Pour ce qui est de la cuvée Royale de Cabernet Sauvignon, 2008, elle a été élaborée à partir de fruits achetés, car en 2008 les vignes du nouveau vignoble n'avaient été plantées que depuis deux ans. Il s'agit en fait d'un assemblage comprenant aussi 13% de Malbec et 2% de Carmenère. Le rendement des vignes est faible à 1 kg par plant, ce qui permet de produire une bouteille par plant de vigne. Le vin a été élevé 18 mois en barriques de chêne français. Il titre à 14.5% d'alcool et n'a pas été filtré. Le producteur parle d'une garde d'une dizaine d'année pour cette cuvée.

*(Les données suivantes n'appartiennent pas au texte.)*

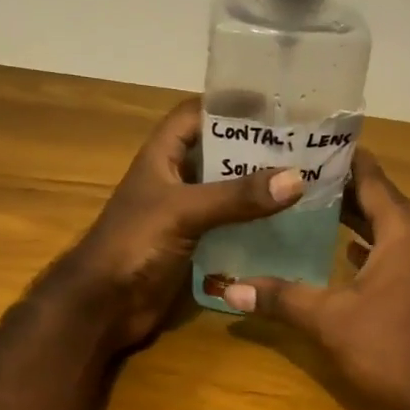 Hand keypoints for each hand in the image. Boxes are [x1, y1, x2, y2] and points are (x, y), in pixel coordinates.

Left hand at [45, 98, 305, 350]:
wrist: (104, 306)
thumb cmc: (133, 245)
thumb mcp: (184, 211)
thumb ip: (237, 196)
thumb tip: (296, 178)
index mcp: (162, 157)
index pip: (197, 115)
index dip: (230, 105)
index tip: (275, 103)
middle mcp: (176, 180)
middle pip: (220, 153)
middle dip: (257, 148)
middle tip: (304, 144)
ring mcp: (186, 214)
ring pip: (229, 192)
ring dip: (260, 188)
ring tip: (305, 179)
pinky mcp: (196, 245)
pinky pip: (231, 226)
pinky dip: (255, 223)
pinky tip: (288, 223)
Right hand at [221, 150, 409, 409]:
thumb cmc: (393, 355)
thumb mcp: (331, 323)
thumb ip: (281, 298)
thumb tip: (228, 288)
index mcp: (408, 230)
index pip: (368, 176)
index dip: (335, 161)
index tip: (299, 146)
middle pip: (380, 200)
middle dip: (339, 191)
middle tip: (292, 181)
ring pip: (394, 228)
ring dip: (357, 220)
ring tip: (309, 212)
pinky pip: (406, 252)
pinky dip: (377, 248)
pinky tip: (347, 254)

La robe est foncée et opaque avec des reflets violacés. Le nez est riche sans être trop expressif et on peut y dénoter des arômes de fruits noirs avec le cassis qui tient le premier rôle. Cet aspect fruité prédominant est complété par des notes de menthol, de bois de cèdre, de vanille/bois brûlé et de caramel. En bouche, le vin se montre très intense dès l'attaque et on peut sentir qu'il s'agit d'un vin ambitieux. Il y a beaucoup de matière et de présence, avec beaucoup de fruit, mais aussi une présence boisée bien marquée. Le milieu de bouche permet de confirmer la forte concentration de ce nectar, ainsi que la densité de l'ensemble. Les tanins apparaissent soyeux jusqu'à mi-parcours, mais montrent une bonne poigne par la suite avec une amertume qui gagne en importance. Cela marque la finale qui est puissante et très persistante.

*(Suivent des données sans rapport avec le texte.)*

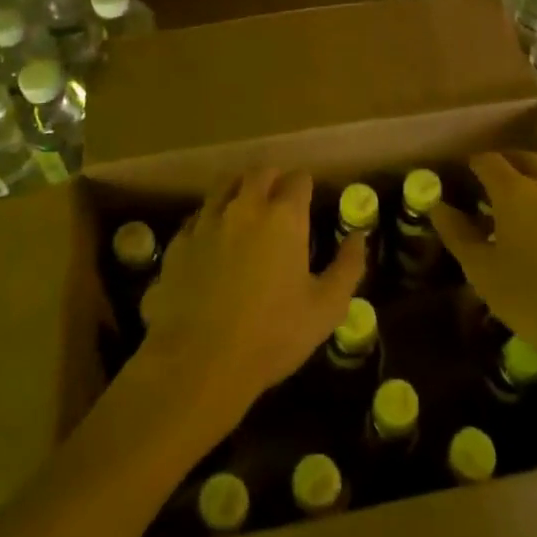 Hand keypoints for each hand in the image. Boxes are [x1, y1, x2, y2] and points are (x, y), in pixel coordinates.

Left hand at [135, 168, 366, 434]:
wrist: (198, 363)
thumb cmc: (272, 335)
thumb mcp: (326, 308)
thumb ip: (348, 267)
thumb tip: (358, 237)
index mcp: (284, 217)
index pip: (298, 179)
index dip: (306, 186)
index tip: (309, 201)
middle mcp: (245, 207)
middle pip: (260, 172)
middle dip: (273, 179)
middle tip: (279, 200)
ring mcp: (207, 221)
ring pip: (224, 185)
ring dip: (239, 189)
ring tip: (246, 209)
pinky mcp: (178, 242)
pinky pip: (198, 216)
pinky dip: (210, 218)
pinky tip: (213, 240)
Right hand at [429, 152, 536, 378]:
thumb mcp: (485, 274)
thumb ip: (458, 235)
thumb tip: (437, 206)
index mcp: (513, 190)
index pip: (488, 161)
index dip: (474, 164)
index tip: (465, 174)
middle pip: (524, 157)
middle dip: (507, 163)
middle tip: (495, 181)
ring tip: (532, 188) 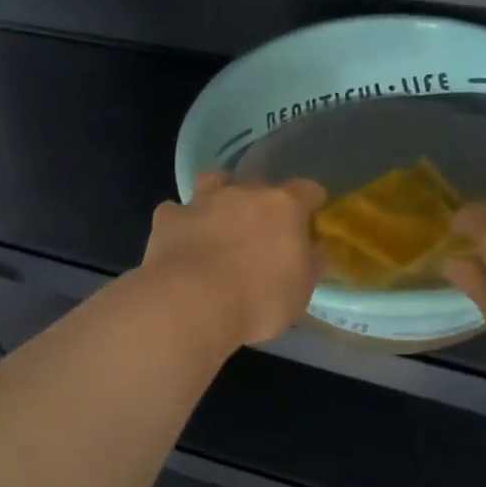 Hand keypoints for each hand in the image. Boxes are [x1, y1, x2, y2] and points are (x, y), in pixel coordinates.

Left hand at [141, 172, 326, 349]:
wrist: (192, 304)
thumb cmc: (259, 300)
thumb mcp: (301, 291)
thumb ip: (310, 263)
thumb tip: (316, 248)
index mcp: (284, 208)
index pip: (306, 190)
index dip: (310, 200)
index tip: (311, 213)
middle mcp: (244, 194)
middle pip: (259, 185)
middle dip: (263, 202)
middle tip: (262, 230)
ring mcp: (204, 202)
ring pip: (213, 182)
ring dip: (218, 194)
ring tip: (219, 217)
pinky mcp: (169, 219)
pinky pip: (176, 211)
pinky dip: (181, 222)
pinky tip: (181, 240)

En tant que pays vinicole en développement rapide, le Chili a cette faculté de surprendre car le caractère hiérarchique des vins de ce pays n'est pas clairement établi. On retrouve parfois de nouvelles cuvées de luxe dont le prix sert surtout à refléter les ambitions élevées du producteur. Puis il y a des vins comme cette cuvée Royale de Vina Koyle qui se contente d'un nom évocateur pour souligner le caractère ambitieux du vin, laissant la surprise du contenu de la bouteille au consommateur. Avec cette cuvée, il semble que ce nouveau producteur ait misé sur le prix accessible de son vin (20$) pour faire connaître le niveau qualitatif qu'il peut atteindre. À mon sens, ce vin se compare, en terme de style et de niveau qualitatif, à bien des vins chiliens vendus beaucoup plus chers. On joue dans la cour des super premiums à une fraction du prix. C'est du vin très sérieux, mais actuellement beaucoup trop jeune pour pouvoir se présenter sous son meilleur jour. Le producteur parle d'un potentiel de garde de 10 ans, mais moi je pense que dans 10 ans ce vin ne fera qu'entrer dans se fenêtre la plus favorable, selon mes préférences. Au stade actuel c'est un vin impressionnant, mais difficile à boire pour moi car il a beaucoup de tout. C'est pourquoi je l'ai bu sur quatre jours, et le vin n'a pas bronché pendant cette période. Vin de garde sérieux donc, et en ce sens, mes cinq autres bouteilles vont reposer plusieurs années avant que j'ouvre la prochaine. Vina Koyle, un autre nom à ajouter à la nouvelle vague chilienne.




lundi 17 décembre 2012

Notes sud-américaines

Pour ceux qui partagent ne serait-ce qu'un peu mon goût des vins chiliens. Je vous présente un lien qui montre le classement des meilleurs vins de ce pays selon deux guides d'achat spécialisés dans les vins chiliens. Vous verrez qu'il y a peu de vins de ces listes qui sont disponibles au Québec. Mais il y a bien des producteurs dont j'ai déjà parlé sur ce blogue. Je suis content de voir que deux vins dont j'ai vanté très fortement les mérites, dans des millésimes antérieurs, sont nommés comme meilleurs vins en rouge et en blanc. Il s'agit du Cabernet Sauvignon, Domus Aurea de Clos Quebrada de Macul et le Sauvignon Blanc, Cipreses Vineyard, de Casa Marin.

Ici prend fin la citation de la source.